== WHAT IS EXPECTED ==
Once you have read the listing, retype all of it exactly.

=====

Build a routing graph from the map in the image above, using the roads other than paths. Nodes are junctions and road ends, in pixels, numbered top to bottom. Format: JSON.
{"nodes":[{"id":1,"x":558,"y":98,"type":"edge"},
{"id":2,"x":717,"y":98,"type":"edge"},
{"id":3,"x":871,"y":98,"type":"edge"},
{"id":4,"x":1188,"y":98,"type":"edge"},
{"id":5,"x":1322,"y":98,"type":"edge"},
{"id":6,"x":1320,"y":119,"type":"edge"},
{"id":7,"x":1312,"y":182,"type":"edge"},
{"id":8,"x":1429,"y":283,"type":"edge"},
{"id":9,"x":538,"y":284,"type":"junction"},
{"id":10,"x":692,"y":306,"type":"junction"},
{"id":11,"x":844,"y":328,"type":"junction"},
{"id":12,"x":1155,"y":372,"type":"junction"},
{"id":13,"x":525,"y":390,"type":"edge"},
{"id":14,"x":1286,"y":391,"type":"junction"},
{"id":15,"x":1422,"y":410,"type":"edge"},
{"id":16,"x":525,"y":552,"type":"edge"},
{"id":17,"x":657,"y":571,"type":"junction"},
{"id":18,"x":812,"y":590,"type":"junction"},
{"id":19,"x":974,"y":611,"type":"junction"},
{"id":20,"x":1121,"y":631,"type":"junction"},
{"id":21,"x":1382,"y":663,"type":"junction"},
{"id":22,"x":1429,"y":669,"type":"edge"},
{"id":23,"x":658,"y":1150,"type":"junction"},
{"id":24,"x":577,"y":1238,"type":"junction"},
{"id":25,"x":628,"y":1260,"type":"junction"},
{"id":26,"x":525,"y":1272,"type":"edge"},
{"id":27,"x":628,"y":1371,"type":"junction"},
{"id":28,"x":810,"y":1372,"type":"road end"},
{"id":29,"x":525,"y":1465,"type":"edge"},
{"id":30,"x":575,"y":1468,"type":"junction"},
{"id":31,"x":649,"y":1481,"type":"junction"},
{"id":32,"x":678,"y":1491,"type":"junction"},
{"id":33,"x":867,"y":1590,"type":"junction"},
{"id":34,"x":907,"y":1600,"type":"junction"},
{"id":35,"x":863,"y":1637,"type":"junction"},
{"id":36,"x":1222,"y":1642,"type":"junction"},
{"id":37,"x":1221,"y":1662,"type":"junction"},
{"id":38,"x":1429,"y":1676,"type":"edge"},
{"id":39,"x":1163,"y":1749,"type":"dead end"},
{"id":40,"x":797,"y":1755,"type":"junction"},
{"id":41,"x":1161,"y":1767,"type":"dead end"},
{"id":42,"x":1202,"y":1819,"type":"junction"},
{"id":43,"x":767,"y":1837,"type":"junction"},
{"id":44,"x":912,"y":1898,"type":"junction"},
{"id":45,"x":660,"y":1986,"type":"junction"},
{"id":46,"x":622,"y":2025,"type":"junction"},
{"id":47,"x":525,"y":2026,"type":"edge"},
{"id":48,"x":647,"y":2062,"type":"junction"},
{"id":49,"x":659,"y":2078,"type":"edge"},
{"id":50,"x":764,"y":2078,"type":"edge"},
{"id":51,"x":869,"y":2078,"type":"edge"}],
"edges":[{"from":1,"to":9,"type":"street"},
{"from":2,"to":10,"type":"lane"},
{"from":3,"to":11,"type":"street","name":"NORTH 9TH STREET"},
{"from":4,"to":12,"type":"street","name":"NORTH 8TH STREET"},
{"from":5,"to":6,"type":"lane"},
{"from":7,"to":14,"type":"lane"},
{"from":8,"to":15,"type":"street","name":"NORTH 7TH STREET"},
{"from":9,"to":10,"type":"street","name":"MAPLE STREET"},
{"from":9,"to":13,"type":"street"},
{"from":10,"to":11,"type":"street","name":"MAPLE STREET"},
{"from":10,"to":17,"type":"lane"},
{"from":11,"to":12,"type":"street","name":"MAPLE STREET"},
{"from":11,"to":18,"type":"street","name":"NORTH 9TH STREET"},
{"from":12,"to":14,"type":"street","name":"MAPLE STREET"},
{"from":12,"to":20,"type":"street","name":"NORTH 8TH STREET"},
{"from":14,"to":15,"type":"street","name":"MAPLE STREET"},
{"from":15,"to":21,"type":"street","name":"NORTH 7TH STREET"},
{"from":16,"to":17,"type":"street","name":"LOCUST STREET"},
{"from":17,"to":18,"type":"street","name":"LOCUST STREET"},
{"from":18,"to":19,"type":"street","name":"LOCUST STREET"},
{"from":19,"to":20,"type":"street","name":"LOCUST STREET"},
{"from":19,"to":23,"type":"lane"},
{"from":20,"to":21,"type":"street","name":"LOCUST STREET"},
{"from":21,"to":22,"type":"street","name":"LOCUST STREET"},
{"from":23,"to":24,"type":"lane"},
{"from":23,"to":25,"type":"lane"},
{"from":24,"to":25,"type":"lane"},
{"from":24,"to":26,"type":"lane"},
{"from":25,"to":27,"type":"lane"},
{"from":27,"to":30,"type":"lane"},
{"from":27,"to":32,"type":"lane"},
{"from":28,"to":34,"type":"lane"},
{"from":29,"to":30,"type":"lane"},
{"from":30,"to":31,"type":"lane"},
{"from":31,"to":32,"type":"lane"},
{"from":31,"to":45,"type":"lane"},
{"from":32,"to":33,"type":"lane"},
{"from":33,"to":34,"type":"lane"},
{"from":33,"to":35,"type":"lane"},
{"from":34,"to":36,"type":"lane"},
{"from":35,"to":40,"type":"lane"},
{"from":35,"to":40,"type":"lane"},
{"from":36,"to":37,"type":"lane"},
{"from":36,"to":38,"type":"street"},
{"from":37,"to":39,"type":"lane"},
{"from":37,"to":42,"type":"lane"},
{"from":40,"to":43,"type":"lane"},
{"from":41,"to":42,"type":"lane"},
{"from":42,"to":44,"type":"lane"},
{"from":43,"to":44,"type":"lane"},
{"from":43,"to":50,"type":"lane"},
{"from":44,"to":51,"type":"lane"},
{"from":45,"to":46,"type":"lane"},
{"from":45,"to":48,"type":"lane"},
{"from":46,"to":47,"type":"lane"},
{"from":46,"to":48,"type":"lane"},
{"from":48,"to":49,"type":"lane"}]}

=====

== ANSWER FOR THIS EXERCISE ==
Build a routing graph from the map in the image above, using the roads other than paths. Nodes are junctions and road ends, in pixels, numbered top to bottom. Format: JSON.
{"nodes":[{"id":1,"x":558,"y":98,"type":"edge"},
{"id":2,"x":717,"y":98,"type":"edge"},
{"id":3,"x":871,"y":98,"type":"edge"},
{"id":4,"x":1188,"y":98,"type":"edge"},
{"id":5,"x":1322,"y":98,"type":"edge"},
{"id":6,"x":1320,"y":119,"type":"edge"},
{"id":7,"x":1312,"y":182,"type":"edge"},
{"id":8,"x":1429,"y":283,"type":"edge"},
{"id":9,"x":538,"y":284,"type":"junction"},
{"id":10,"x":692,"y":306,"type":"junction"},
{"id":11,"x":844,"y":328,"type":"junction"},
{"id":12,"x":1155,"y":372,"type":"junction"},
{"id":13,"x":525,"y":390,"type":"edge"},
{"id":14,"x":1286,"y":391,"type":"junction"},
{"id":15,"x":1422,"y":410,"type":"edge"},
{"id":16,"x":525,"y":552,"type":"edge"},
{"id":17,"x":657,"y":571,"type":"junction"},
{"id":18,"x":812,"y":590,"type":"junction"},
{"id":19,"x":974,"y":611,"type":"junction"},
{"id":20,"x":1121,"y":631,"type":"junction"},
{"id":21,"x":1382,"y":663,"type":"junction"},
{"id":22,"x":1429,"y":669,"type":"edge"},
{"id":23,"x":658,"y":1150,"type":"junction"},
{"id":24,"x":577,"y":1238,"type":"junction"},
{"id":25,"x":628,"y":1260,"type":"junction"},
{"id":26,"x":525,"y":1272,"type":"edge"},
{"id":27,"x":628,"y":1371,"type":"junction"},
{"id":28,"x":810,"y":1372,"type":"road end"},
{"id":29,"x":525,"y":1465,"type":"edge"},
{"id":30,"x":575,"y":1468,"type":"junction"},
{"id":31,"x":649,"y":1481,"type":"junction"},
{"id":32,"x":678,"y":1491,"type":"junction"},
{"id":33,"x":867,"y":1590,"type":"junction"},
{"id":34,"x":907,"y":1600,"type":"junction"},
{"id":35,"x":863,"y":1637,"type":"junction"},
{"id":36,"x":1222,"y":1642,"type":"junction"},
{"id":37,"x":1221,"y":1662,"type":"junction"},
{"id":38,"x":1429,"y":1676,"type":"edge"},
{"id":39,"x":1163,"y":1749,"type":"dead end"},
{"id":40,"x":797,"y":1755,"type":"junction"},
{"id":41,"x":1161,"y":1767,"type":"dead end"},
{"id":42,"x":1202,"y":1819,"type":"junction"},
{"id":43,"x":767,"y":1837,"type":"junction"},
{"id":44,"x":912,"y":1898,"type":"junction"},
{"id":45,"x":660,"y":1986,"type":"junction"},
{"id":46,"x":622,"y":2025,"type":"junction"},
{"id":47,"x":525,"y":2026,"type":"edge"},
{"id":48,"x":647,"y":2062,"type":"junction"},
{"id":49,"x":659,"y":2078,"type":"edge"},
{"id":50,"x":764,"y":2078,"type":"edge"},
{"id":51,"x":869,"y":2078,"type":"edge"}],
"edges":[{"from":1,"to":9,"type":"street"},
{"from":2,"to":10,"type":"lane"},
{"from":3,"to":11,"type":"street","name":"NORTH 9TH STREET"},
{"from":4,"to":12,"type":"street","name":"NORTH 8TH STREET"},
{"from":5,"to":6,"type":"lane"},
{"from":7,"to":14,"type":"lane"},
{"from":8,"to":15,"type":"street","name":"NORTH 7TH STREET"},
{"from":9,"to":10,"type":"street","name":"MAPLE STREET"},
{"from":9,"to":13,"type":"street"},
{"from":10,"to":11,"type":"street","name":"MAPLE STREET"},
{"from":10,"to":17,"type":"lane"},
{"from":11,"to":12,"type":"street","name":"MAPLE STREET"},
{"from":11,"to":18,"type":"street","name":"NORTH 9TH STREET"},
{"from":12,"to":14,"type":"street","name":"MAPLE STREET"},
{"from":12,"to":20,"type":"street","name":"NORTH 8TH STREET"},
{"from":14,"to":15,"type":"street","name":"MAPLE STREET"},
{"from":15,"to":21,"type":"street","name":"NORTH 7TH STREET"},
{"from":16,"to":17,"type":"street","name":"LOCUST STREET"},
{"from":17,"to":18,"type":"street","name":"LOCUST STREET"},
{"from":18,"to":19,"type":"street","name":"LOCUST STREET"},
{"from":19,"to":20,"type":"street","name":"LOCUST STREET"},
{"from":19,"to":23,"type":"lane"},
{"from":20,"to":21,"type":"street","name":"LOCUST STREET"},
{"from":21,"to":22,"type":"street","name":"LOCUST STREET"},
{"from":23,"to":24,"type":"lane"},
{"from":23,"to":25,"type":"lane"},
{"from":24,"to":25,"type":"lane"},
{"from":24,"to":26,"type":"lane"},
{"from":25,"to":27,"type":"lane"},
{"from":27,"to":30,"type":"lane"},
{"from":27,"to":32,"type":"lane"},
{"from":28,"to":34,"type":"lane"},
{"from":29,"to":30,"type":"lane"},
{"from":30,"to":31,"type":"lane"},
{"from":31,"to":32,"type":"lane"},
{"from":31,"to":45,"type":"lane"},
{"from":32,"to":33,"type":"lane"},
{"from":33,"to":34,"type":"lane"},
{"from":33,"to":35,"type":"lane"},
{"from":34,"to":36,"type":"lane"},
{"from":35,"to":40,"type":"lane"},
{"from":35,"to":40,"type":"lane"},
{"from":36,"to":37,"type":"lane"},
{"from":36,"to":38,"type":"street"},
{"from":37,"to":39,"type":"lane"},
{"from":37,"to":42,"type":"lane"},
{"from":40,"to":43,"type":"lane"},
{"from":41,"to":42,"type":"lane"},
{"from":42,"to":44,"type":"lane"},
{"from":43,"to":44,"type":"lane"},
{"from":43,"to":50,"type":"lane"},
{"from":44,"to":51,"type":"lane"},
{"from":45,"to":46,"type":"lane"},
{"from":45,"to":48,"type":"lane"},
{"from":46,"to":47,"type":"lane"},
{"from":46,"to":48,"type":"lane"},
{"from":48,"to":49,"type":"lane"}]}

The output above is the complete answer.